German Parliament official document 18/11133; Law for promoting payment structure transparency dated 30 June 2017, Federal Law Gazette Year 2017, Part I, No. 44, printed in Bonn on 5 July 2017, pp. 2152-2158
The law for promoting payment structure transparency has been in force in Germany since 6 July 2017.
According to the information in the bill, the statistical payment gap between the average gross hourly wages for men and women amounts to 21% in Germany. To combat the causes of this discriminatory treatment, in the German Parliament, the Federal Government has tabled the draft for a law promoting payment structure transparency. According to the draft bill, the origin of this discrimination lies in structural factors and differences in employment history. Specifically, it maintains that “gender-specific career choices, a proportionately low number of women in management positions, interruptions in employment and longer periods of part-time employment for family-related reasons, and not least the traditionally lower remuneration of so-called typical female jobs resulting in different average pay for women and men” accounts for the difference.

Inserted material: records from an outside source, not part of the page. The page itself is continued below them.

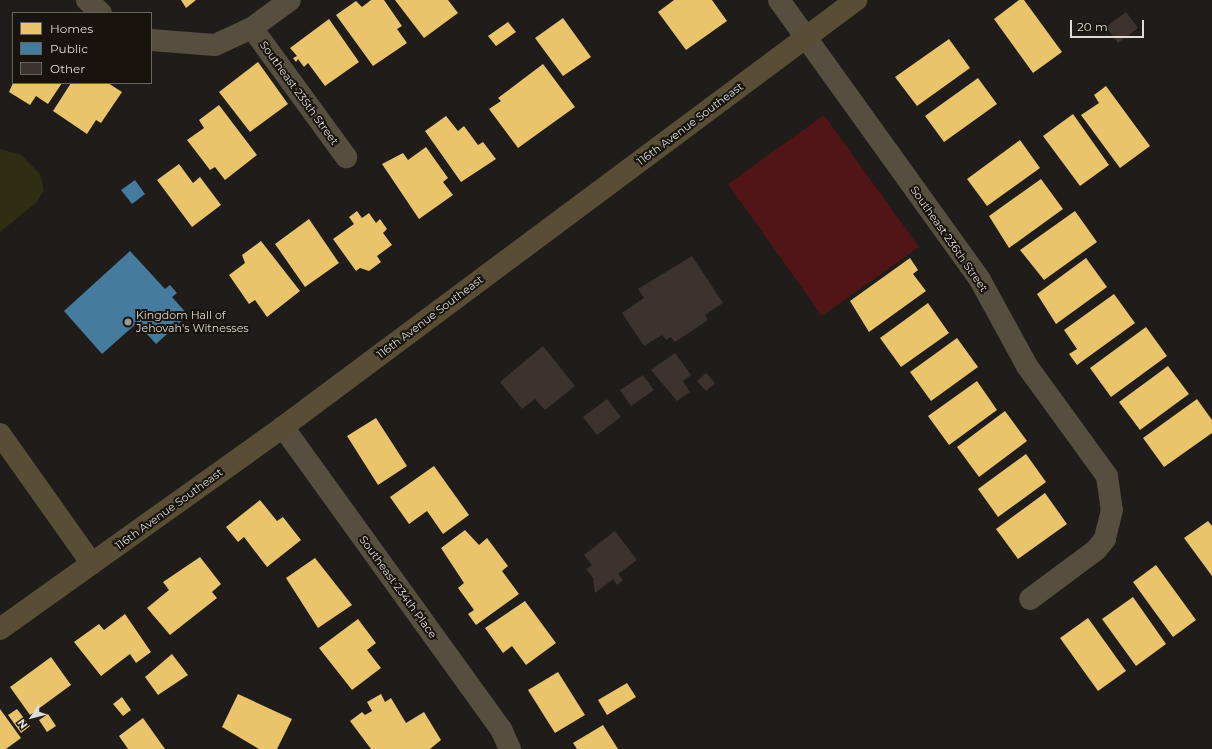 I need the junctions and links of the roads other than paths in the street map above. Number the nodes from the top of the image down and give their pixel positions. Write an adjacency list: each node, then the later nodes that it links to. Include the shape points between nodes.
1 (87, 0): 5 (street)
2 (290, 0): 6 (street)
3 (779, 0): 7 (street, Southeast 236th Street)
4 (856, 0): 7 (main road, 116th Avenue Southeast)
5 (100, 12)
6 (252, 28): 8 (street, via 215,45); 9 (street, Southeast 235th Street)
7 (806, 37): 10 (main road, 116th Avenue Southeast); 13 (street, Southeast 236th Street, via 980,280 1028,366 1107,476 1112,510 1110,529 1096,550)
8 (152, 40)
9 (346, 157)
10 (282, 427): 12 (main road, 116th Avenue Southeast); 15 (street, Southeast 234th Place, via 501,729)
11 (0, 434): 12 (main road)
12 (92, 564): 14 (main road, 116th Avenue Southeast)
13 (1030, 599)
14 (0, 629)
15 (510, 749) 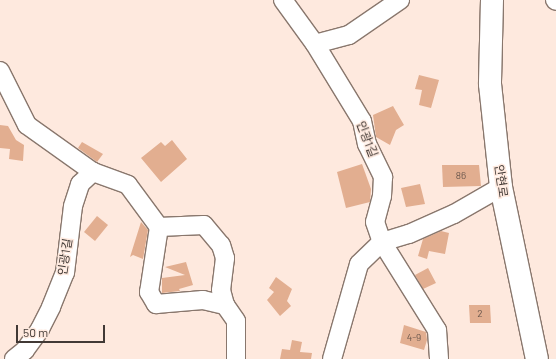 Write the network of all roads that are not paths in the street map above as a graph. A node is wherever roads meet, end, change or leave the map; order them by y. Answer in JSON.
{"nodes":[{"id":1,"x":283,"y":0,"type":"edge"},
{"id":2,"x":400,"y":0,"type":"edge"},
{"id":3,"x":492,"y":0,"type":"edge"},
{"id":4,"x":315,"y":44,"type":"junction"},
{"id":5,"x":0,"y":71,"type":"edge"},
{"id":6,"x":0,"y":74,"type":"edge"},
{"id":7,"x":93,"y":172,"type":"junction"},
{"id":8,"x":501,"y":187,"type":"junction"},
{"id":9,"x":159,"y":227,"type":"junction"},
{"id":10,"x":382,"y":242,"type":"junction"},
{"id":11,"x":224,"y":305,"type":"junction"},
{"id":12,"x":533,"y":355,"type":"edge"},
{"id":13,"x":14,"y":359,"type":"edge"},
{"id":14,"x":236,"y":359,"type":"edge"},
{"id":15,"x":332,"y":359,"type":"edge"},
{"id":16,"x":439,"y":359,"type":"edge"}],
"edges":[{"from":1,"to":4,"type":"street","name":"인광1길"},
{"from":2,"to":4,"type":"street"},
{"from":3,"to":8,"type":"main road","name":"안현로"},
{"from":4,"to":10,"type":"street","name":"인광1길"},
{"from":5,"to":6,"type":"street"},
{"from":6,"to":7,"type":"street"},
{"from":7,"to":9,"type":"street"},
{"from":7,"to":13,"type":"street","name":"인광1길"},
{"from":8,"to":10,"type":"street"},
{"from":8,"to":12,"type":"main road","name":"안현로"},
{"from":9,"to":11,"type":"street"},
{"from":9,"to":11,"type":"street"},
{"from":10,"to":15,"type":"street"},
{"from":10,"to":16,"type":"street","name":"인광1길"},
{"from":11,"to":14,"type":"street"}]}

Owing to Art. 3 Para. 2 Sent. 2 of the constitution (“The Government shall promote the actual enforcement of equality between women and men, and shall take action to eliminate any existing disadvantages”) and the recommendation of the EU Commission dated 7 March 2014, intended to strengthen the policy of equal pay for women and men through increased transparency (ABl. L 69 dated 8 March 2014, p. 112), German legislation found itself compelled to act against direct and indirect gender-based pay discrimination in Germany.
The law for promoting payment structure transparency entered into effect on 6 July 2017. The goal of the law is to realise the principle “equal pay for equal work or of equal value”.

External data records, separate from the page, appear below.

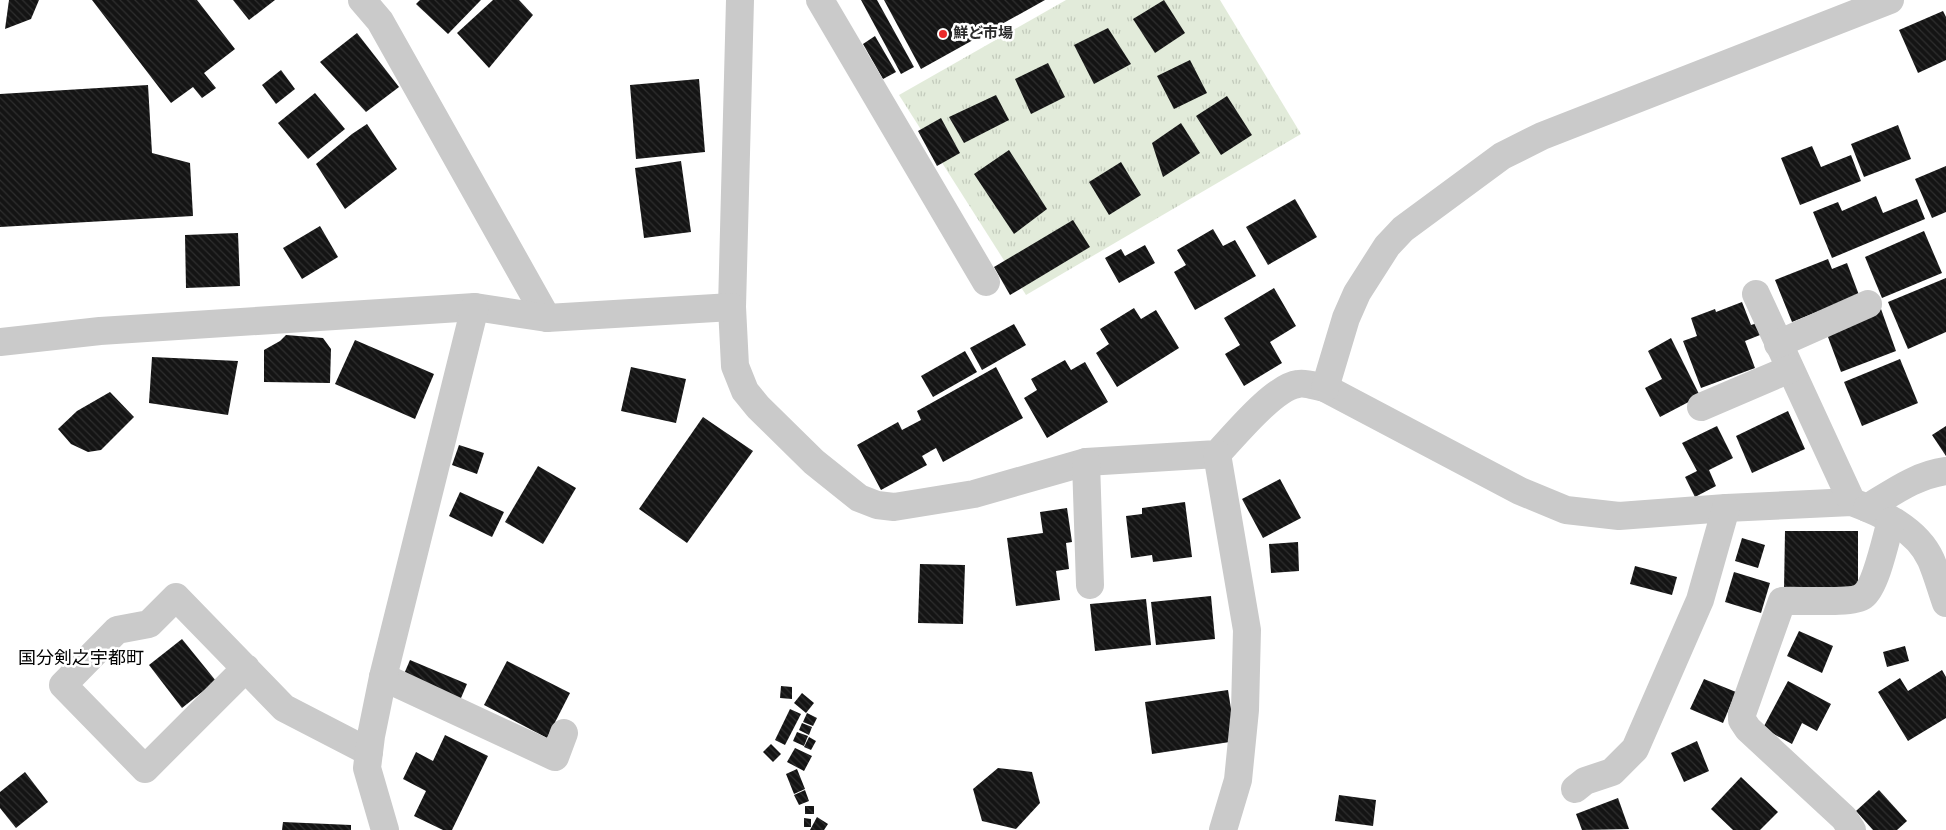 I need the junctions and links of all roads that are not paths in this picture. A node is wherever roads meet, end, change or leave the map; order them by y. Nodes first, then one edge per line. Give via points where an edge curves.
1 (362, 0) edge
2 (740, 0) edge
3 (820, 0) edge
4 (1890, 0) edge
5 (986, 282) dead end
6 (1756, 294) dead end
7 (1868, 304) dead end
8 (475, 307) junction
9 (732, 307) junction
10 (547, 318) junction
11 (0, 342) edge
12 (1778, 344) junction
13 (1790, 369) junction
14 (1325, 388) junction
15 (1701, 407) dead end
16 (1217, 454) junction
17 (1086, 462) junction
18 (1946, 471) edge
19 (1859, 505) junction
20 (1726, 508) junction
21 (1891, 521) junction
22 (1090, 585) dead end
23 (1946, 603) edge
24 (246, 668) junction
25 (383, 677) junction
26 (564, 732) dead end
27 (369, 752) junction
28 (1576, 789) dead end
29 (384, 830) edge
30 (1223, 830) edge
31 (1852, 830) edge

1 - 10 street via 380,21
2 - 9 street
3 - 5 street
4 - 14 street via 1542,136 1502,156 1403,229 1386,246 1357,293 1346,318
6 - 12 street
7 - 12 street
8 - 10 street
8 - 11 street via 100,330
8 - 25 street
9 - 10 street
9 - 17 street via 735,366 745,391 814,462 847,490 870,503 885,507 902,506 974,494
12 - 13 street
13 - 15 street
13 - 19 street
14 - 16 street via 1300,383 1287,386
14 - 20 street via 1520,491 1566,510 1619,516
16 - 17 street
16 - 30 street via 1247,630 1245,710 1238,780
17 - 22 street
18 - 19 street via 1926,475
19 - 20 street
19 - 21 street
20 - 28 street via 1700,600 1634,749 1612,772 1585,781
21 - 23 street via 1912,533 1924,548
21 - 31 street via 1872,585 1863,597 1782,601 1742,714 1748,729 1844,818
24 - 24 street via 176,596 149,624 118,630 63,685 145,769
24 - 27 street via 284,708
25 - 26 street via 555,757
25 - 27 street
27 - 29 street via 367,768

The law defines principles and terms relating to the goal of equal payment (see Sections 1 et seqq. EntgTranspG [Act Advancing the Transparency of Pay Structures]). Essentially, it also creates three instruments for pursuing this goal:
- Specific procedures for inspecting equal payment
Under certain circumstances, employees at companies with more than 200 employees have the right to information about the operational criteria and procedures that are used to determine payment and how this payment compares to other payment (for more information, see Sections 10 et seqq. EntgTranspG). The right to information also applies to public service employees who are employed in offices with more than 200 employees.
- Operational procedures for inspecting and creating equal payment
The law concerns contentual minimum requirements, according to which companies in the private sector with more than 500 employees may perform the inspection procedure on a voluntary basis. The results can be published internally within the company and thus illustrate the company’s position regarding the law of equal payment.
- Reporting requirements for employers
According to Sections 264 et seqq. of the German Commercial Code, companies that have more than 500 employees and that are subject to inventory reports are required to create a report on gender equality and equal pay (see Sections 21 et seqq. EntgTranspG). In this report, according to Section 21, Para. 1, 2, companies must publish their measures for promoting equality between men and women and their effects, (Section 21 Para. 1 No. 1) as well as their measures for creating equal payment for women and men (Section 21 Para. 1 No. 2). Any failure to do so must be justified. Additionally, the report must contain information on the following broken down by gender: the average total number of employees (Section 21 Para. 2 No. 1) and the average number of full-time and part-time employees (Section 21 Para. 2 No. 2). Companies that are bound to or use collective arrangements and that have declared this are obligated to issue reports every five years. All other companies must issue reports in three-year intervals.
The goal of this law is to express the constitutionally stipulated order to promote equal treatment of men and women. However, the law does not address the actual causes raised in the justification of the law. The law intercedes only indirectly and does not change the existing situation. In addition, in practice, both the right to information and companies’ obligation to report shall result in considerable bureaucratic expenditure without being of any actual use for the employees (for individuals’ right, see: J. Bauer/S. Romero, Der individuelle Auskunftsanspruch nach dem Entgelttransparenzgesetz [The individual right to information according to the payment transparency law], NZA 2017, p. 409 (413)). Disclosing employee data also poses problems related to data privacy law and can thus quickly constitute an encroachment upon the rights of those concerned. It shall be the companies’ responsibility to fulfil both their data protection duties and their obligation to report. In addition, the right to information shall (at first) effect only larger companies. Therefore, in the end, many female employees shall not be able to benefit from the intended transparency because they are employees in smaller companies.
Companies are expected to adapt to the new legal requirements and implement them as they see fit. Companies’ reputations could benefit from a positive attitude in relation to the law on equal payment.